■ **Your instructions**: Among the entries below, count each line holding the word "from". Write only the number.

****************************************

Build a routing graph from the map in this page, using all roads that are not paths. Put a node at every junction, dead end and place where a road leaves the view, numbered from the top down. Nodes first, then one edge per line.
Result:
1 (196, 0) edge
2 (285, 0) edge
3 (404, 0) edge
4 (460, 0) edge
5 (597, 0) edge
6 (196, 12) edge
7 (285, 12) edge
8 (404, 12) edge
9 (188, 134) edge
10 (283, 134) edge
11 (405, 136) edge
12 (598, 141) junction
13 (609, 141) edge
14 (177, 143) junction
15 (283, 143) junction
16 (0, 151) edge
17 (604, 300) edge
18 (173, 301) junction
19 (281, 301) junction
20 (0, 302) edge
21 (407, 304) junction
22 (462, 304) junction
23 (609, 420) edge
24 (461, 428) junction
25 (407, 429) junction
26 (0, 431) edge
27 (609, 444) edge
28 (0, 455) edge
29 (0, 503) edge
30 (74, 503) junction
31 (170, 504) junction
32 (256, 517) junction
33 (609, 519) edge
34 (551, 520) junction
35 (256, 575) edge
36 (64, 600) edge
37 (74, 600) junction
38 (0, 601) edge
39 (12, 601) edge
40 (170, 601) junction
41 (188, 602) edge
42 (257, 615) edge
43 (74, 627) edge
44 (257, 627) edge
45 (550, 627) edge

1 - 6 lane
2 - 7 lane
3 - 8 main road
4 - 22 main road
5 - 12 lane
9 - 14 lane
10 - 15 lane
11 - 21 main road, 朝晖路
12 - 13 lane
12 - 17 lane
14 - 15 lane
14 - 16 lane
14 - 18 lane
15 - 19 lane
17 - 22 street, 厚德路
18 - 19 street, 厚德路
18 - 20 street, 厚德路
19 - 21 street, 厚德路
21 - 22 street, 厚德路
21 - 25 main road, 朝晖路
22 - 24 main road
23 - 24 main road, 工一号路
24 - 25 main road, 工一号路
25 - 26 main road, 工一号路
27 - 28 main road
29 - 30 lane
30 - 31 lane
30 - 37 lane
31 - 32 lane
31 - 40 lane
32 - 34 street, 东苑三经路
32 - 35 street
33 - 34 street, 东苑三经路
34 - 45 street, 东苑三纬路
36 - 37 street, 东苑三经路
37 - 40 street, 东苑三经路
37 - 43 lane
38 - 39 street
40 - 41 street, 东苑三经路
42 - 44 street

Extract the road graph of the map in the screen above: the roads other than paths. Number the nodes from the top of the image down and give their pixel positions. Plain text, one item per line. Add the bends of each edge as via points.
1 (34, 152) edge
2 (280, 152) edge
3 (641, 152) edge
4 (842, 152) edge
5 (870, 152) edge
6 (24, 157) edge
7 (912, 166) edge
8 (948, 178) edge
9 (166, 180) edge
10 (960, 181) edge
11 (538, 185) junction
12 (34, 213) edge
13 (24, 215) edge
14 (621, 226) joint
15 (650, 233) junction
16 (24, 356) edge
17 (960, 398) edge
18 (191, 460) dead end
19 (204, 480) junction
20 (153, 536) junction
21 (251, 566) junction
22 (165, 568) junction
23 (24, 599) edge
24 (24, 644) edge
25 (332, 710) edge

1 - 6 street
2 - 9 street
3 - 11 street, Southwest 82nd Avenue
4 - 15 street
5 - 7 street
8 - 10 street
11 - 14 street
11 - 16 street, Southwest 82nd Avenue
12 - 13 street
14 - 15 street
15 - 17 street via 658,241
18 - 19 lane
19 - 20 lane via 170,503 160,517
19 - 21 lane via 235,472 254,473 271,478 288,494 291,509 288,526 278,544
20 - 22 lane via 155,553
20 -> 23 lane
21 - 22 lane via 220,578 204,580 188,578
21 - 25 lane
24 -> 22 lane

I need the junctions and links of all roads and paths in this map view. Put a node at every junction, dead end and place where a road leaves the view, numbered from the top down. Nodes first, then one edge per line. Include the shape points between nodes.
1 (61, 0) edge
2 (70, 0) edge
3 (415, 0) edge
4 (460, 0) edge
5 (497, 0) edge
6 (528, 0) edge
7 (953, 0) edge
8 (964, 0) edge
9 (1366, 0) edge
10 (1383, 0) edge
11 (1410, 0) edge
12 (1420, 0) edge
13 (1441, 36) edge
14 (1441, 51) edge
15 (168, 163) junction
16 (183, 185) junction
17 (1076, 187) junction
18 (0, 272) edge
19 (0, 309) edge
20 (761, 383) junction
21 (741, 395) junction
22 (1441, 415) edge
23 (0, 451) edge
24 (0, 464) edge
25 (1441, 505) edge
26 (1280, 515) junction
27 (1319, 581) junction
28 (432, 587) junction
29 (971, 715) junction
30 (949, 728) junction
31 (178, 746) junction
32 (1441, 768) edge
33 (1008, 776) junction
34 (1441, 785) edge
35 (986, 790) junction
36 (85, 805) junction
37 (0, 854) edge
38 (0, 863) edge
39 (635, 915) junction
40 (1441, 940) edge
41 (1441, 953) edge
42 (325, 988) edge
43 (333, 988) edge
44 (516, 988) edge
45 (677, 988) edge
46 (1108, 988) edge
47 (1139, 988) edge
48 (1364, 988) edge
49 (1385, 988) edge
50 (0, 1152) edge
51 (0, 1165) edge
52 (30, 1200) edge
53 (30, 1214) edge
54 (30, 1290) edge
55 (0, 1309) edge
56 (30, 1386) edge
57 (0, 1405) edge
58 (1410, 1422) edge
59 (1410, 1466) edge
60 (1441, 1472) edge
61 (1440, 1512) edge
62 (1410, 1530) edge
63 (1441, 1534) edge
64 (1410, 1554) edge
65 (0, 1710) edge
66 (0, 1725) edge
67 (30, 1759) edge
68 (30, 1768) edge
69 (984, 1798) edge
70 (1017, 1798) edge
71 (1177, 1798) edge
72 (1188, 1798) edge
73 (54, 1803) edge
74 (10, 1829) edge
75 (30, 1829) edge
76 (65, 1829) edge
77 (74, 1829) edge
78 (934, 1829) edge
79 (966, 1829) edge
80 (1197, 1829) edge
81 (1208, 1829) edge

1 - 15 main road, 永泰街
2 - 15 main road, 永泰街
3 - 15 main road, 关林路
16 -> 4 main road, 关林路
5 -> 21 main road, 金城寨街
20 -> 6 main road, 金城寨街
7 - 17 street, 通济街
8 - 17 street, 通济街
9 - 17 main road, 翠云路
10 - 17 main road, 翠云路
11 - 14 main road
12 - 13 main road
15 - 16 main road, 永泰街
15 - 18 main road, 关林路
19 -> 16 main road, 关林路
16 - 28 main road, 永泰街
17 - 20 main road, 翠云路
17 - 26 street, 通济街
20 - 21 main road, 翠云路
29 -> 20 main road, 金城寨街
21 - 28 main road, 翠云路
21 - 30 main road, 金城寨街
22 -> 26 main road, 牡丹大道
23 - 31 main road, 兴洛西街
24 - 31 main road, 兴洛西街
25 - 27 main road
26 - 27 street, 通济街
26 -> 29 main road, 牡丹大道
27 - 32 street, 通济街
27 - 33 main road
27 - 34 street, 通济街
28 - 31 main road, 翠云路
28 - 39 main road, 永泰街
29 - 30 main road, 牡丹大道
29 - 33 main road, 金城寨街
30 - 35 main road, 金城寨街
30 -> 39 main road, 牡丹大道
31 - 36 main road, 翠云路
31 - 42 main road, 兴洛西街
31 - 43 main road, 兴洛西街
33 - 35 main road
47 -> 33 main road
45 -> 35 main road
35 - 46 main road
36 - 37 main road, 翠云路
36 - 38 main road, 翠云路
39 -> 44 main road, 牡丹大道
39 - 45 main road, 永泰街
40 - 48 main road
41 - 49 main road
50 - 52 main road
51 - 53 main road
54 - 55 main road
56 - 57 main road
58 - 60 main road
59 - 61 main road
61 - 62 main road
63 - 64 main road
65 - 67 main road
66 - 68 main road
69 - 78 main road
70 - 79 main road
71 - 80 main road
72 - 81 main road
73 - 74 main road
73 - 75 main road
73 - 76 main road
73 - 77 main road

****************************************

■ **Task output**: 3